DIRECTIONS FOR THIS TASK —
Report how many lines of the following entries include the string "Azucarera"; respond with the number alone.

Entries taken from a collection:

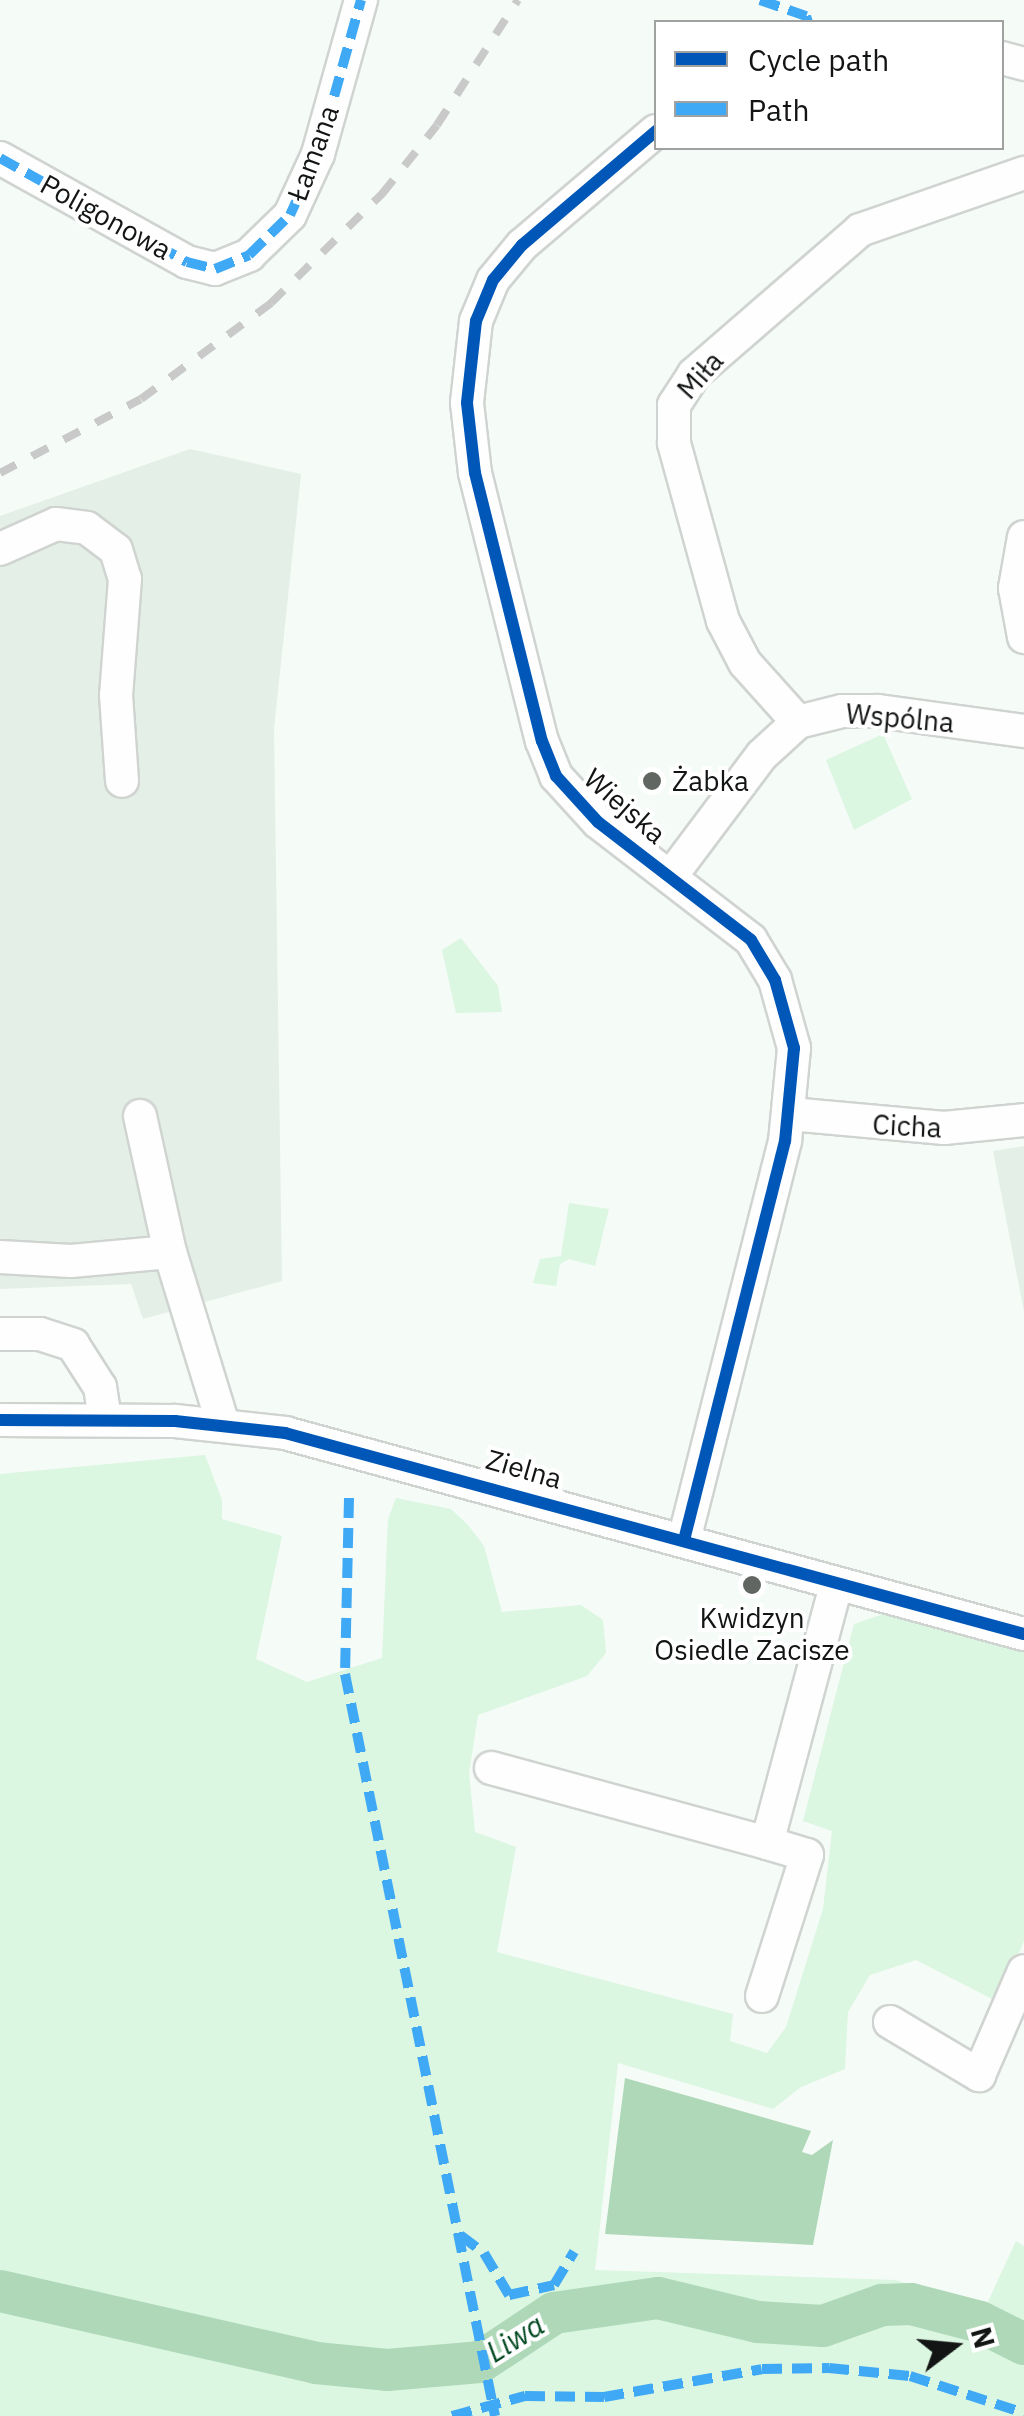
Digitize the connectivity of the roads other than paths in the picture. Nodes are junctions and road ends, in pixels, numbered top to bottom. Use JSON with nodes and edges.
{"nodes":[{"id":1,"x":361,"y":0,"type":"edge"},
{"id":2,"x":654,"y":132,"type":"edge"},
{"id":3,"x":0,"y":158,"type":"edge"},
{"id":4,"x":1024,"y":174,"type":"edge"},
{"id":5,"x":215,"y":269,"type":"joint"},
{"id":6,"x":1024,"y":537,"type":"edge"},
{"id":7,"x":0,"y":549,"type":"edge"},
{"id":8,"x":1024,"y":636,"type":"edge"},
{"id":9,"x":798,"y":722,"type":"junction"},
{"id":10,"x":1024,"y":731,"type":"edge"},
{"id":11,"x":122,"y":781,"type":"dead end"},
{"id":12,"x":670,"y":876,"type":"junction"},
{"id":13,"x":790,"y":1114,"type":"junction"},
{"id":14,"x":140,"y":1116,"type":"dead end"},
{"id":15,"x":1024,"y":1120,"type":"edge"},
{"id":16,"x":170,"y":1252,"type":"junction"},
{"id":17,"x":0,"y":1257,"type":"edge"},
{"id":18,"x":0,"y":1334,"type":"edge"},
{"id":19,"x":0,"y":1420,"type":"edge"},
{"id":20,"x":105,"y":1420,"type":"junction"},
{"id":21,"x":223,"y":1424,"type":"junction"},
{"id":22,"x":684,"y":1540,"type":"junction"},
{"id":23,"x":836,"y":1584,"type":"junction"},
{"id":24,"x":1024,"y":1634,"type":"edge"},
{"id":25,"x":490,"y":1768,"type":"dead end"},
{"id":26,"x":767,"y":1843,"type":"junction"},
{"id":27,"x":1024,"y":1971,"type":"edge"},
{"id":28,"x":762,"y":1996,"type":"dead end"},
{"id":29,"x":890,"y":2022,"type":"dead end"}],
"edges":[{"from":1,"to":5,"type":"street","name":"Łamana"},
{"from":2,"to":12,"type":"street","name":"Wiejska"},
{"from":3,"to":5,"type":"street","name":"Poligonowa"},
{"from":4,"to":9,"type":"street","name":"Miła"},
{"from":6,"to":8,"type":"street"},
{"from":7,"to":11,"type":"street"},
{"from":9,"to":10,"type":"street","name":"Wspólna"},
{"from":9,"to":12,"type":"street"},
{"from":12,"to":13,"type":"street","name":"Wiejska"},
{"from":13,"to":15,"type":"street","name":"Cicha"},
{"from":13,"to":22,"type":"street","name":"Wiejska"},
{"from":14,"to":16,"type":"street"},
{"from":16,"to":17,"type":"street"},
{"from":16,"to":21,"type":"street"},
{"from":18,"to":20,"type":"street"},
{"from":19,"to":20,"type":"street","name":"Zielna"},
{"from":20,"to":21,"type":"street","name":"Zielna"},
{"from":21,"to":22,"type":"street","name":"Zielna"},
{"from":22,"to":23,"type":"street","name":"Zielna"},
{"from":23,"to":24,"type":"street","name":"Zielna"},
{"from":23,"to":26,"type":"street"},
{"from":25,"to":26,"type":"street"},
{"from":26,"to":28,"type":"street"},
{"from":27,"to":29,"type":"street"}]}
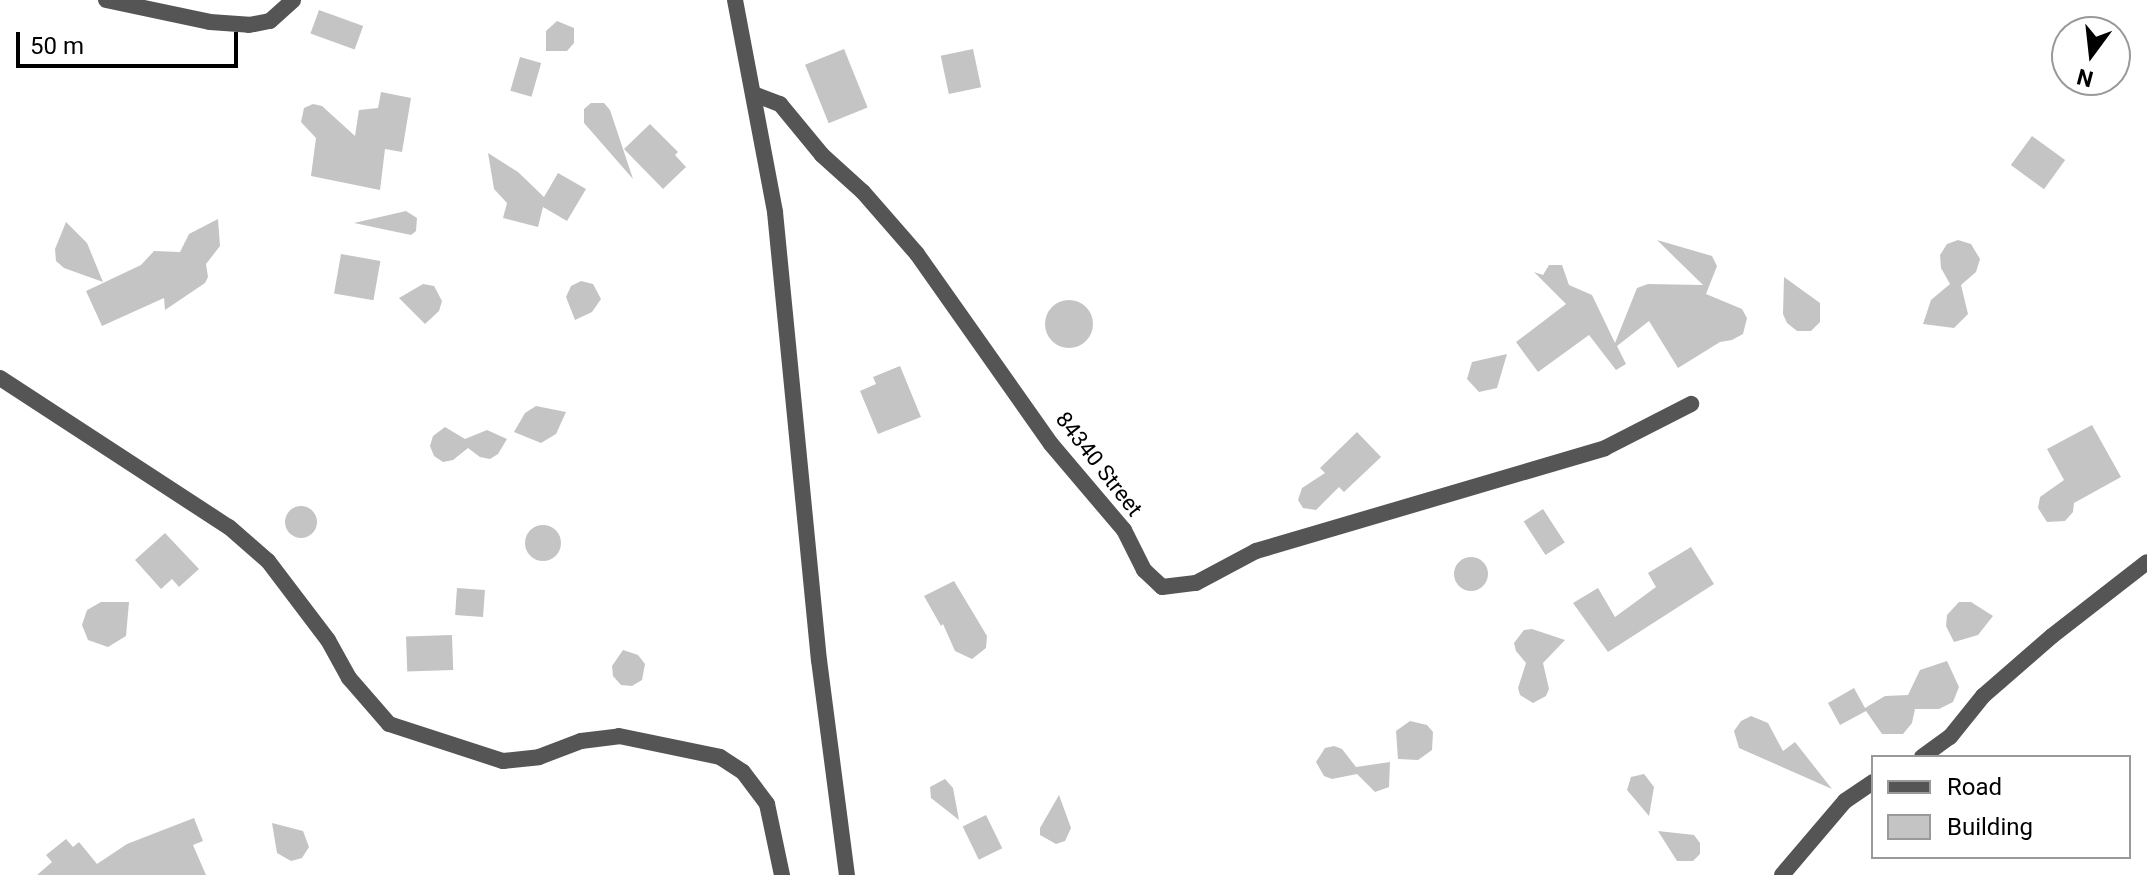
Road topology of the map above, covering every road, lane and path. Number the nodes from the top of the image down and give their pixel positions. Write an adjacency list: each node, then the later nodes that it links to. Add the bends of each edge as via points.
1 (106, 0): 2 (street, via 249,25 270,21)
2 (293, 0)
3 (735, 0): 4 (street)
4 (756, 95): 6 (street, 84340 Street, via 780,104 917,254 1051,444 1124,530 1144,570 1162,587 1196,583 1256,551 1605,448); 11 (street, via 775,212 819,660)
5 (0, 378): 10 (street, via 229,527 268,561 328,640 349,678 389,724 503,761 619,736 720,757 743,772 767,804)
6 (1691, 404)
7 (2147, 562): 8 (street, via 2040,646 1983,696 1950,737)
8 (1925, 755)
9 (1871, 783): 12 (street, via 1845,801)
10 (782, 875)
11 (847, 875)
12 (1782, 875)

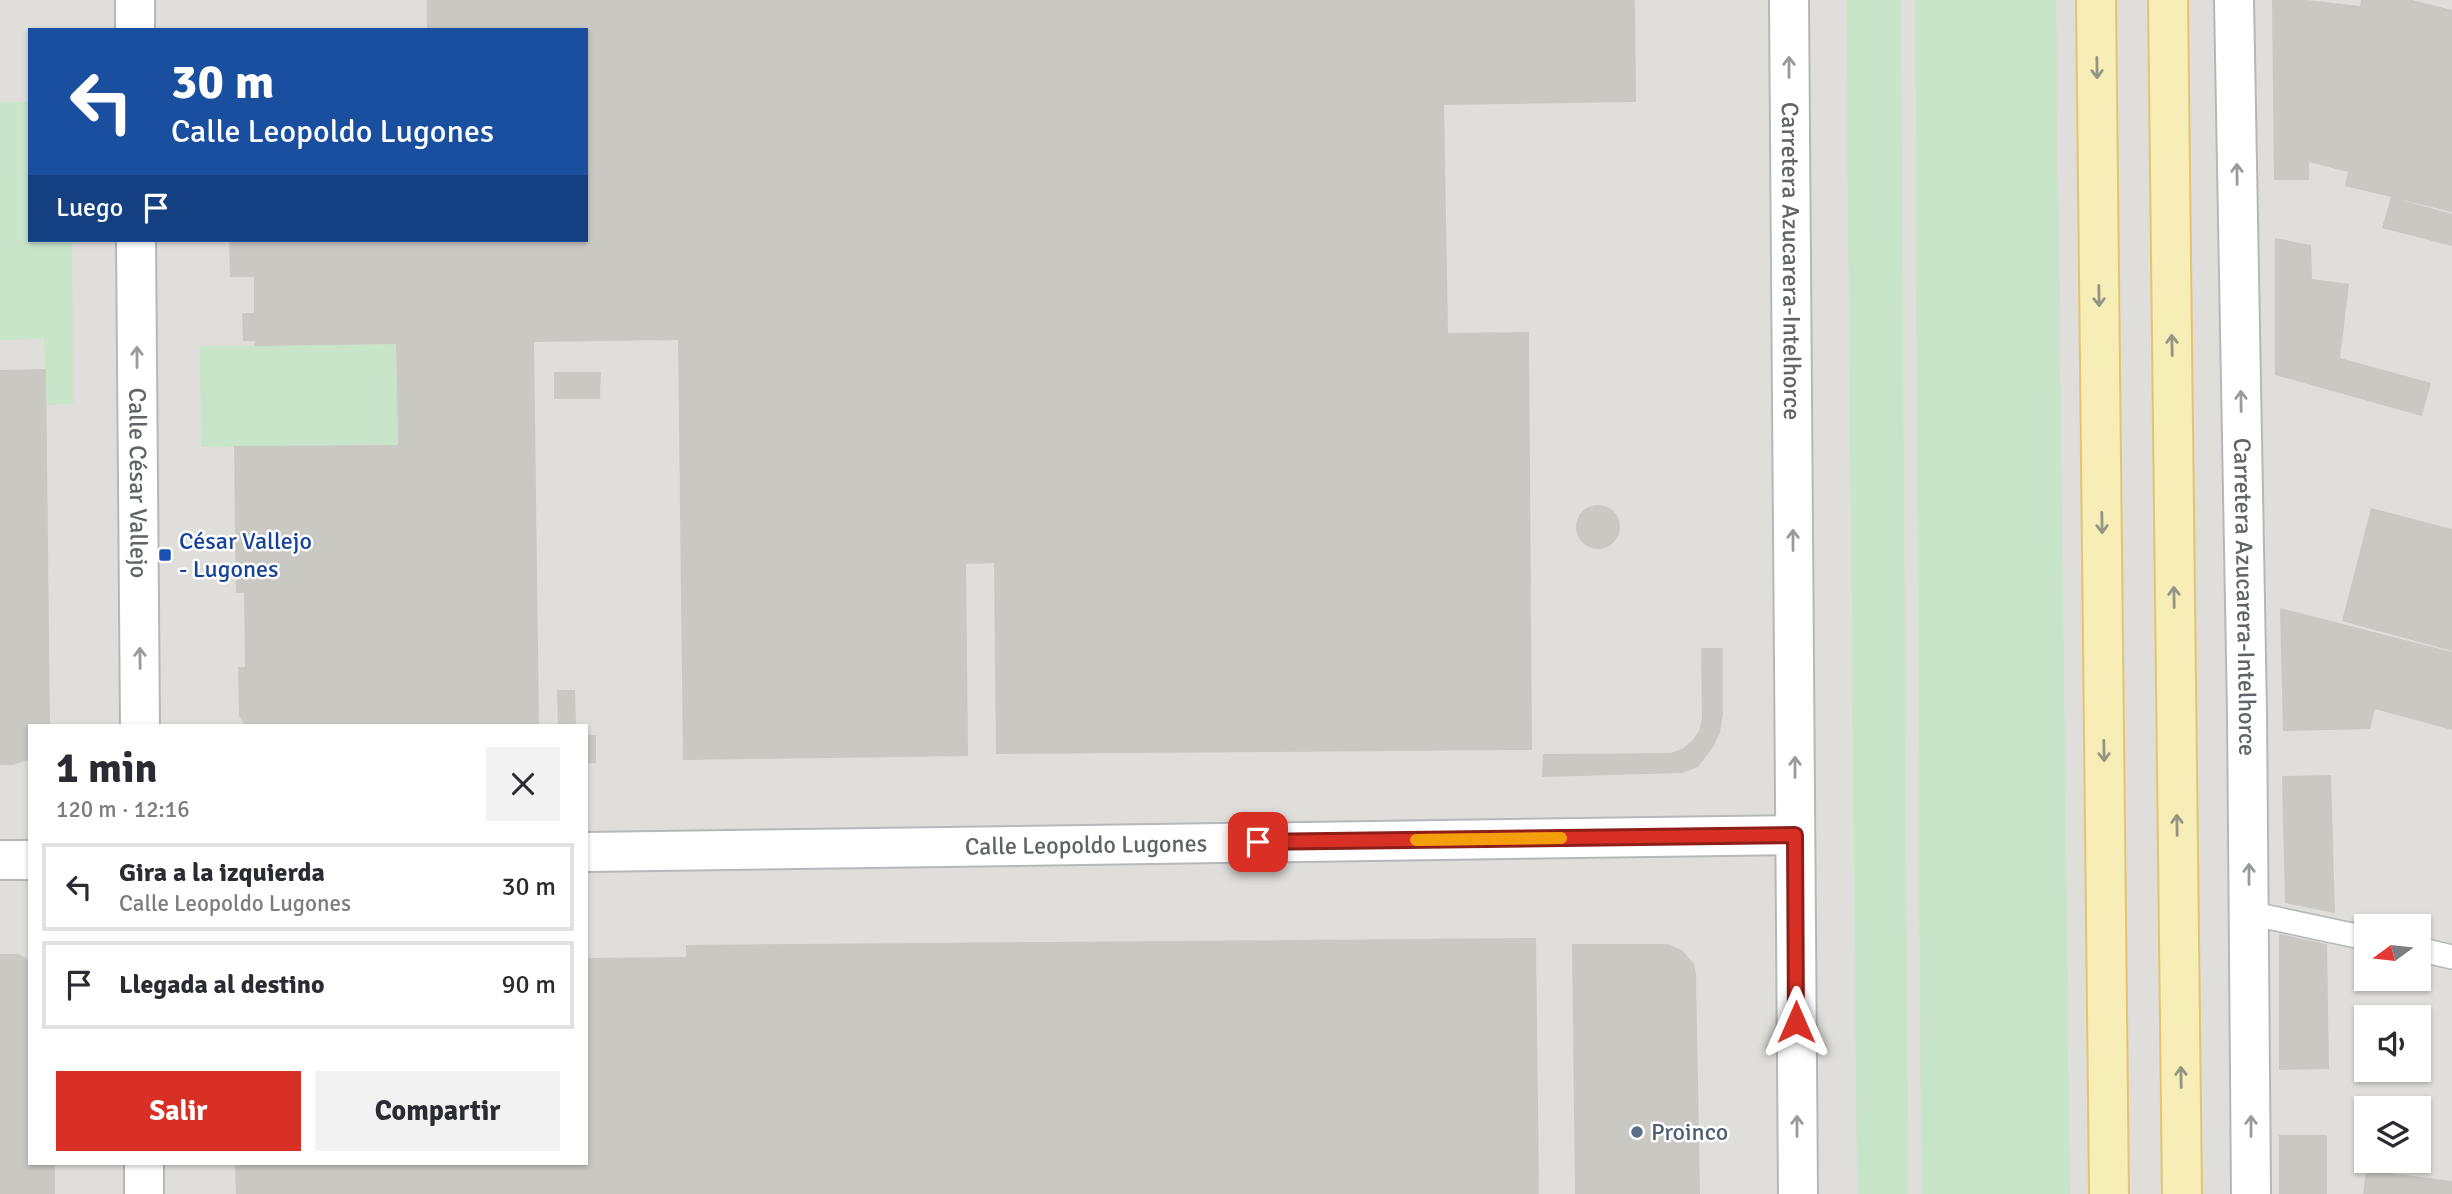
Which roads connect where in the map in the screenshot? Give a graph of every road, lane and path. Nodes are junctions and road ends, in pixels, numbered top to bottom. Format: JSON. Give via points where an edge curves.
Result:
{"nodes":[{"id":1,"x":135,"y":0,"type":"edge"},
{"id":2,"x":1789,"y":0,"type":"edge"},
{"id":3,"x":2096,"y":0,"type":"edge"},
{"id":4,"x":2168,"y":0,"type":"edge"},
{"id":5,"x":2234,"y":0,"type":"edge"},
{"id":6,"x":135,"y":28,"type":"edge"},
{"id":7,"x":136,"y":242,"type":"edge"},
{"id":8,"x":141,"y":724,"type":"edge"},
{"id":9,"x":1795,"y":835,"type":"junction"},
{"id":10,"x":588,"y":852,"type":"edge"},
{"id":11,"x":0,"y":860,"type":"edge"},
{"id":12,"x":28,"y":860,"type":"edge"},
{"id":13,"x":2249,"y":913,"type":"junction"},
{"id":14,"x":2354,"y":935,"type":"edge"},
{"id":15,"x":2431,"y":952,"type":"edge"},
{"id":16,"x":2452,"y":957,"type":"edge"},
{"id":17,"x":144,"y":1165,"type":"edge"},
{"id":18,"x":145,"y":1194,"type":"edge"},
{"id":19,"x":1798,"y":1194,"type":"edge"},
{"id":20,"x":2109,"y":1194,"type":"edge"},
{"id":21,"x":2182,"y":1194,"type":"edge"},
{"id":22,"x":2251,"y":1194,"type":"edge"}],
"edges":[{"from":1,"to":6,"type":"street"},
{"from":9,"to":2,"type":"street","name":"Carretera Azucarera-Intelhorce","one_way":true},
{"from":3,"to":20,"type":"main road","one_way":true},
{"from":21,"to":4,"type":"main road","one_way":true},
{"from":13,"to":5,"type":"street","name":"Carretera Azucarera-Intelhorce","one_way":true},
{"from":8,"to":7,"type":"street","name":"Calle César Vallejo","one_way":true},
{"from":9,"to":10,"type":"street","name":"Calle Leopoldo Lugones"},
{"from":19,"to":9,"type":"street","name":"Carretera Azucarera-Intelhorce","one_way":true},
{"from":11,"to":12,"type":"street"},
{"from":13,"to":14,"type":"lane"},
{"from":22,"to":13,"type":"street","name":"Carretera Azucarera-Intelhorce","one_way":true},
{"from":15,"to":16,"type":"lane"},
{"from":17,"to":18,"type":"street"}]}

EXPECTED OUTPUT —
4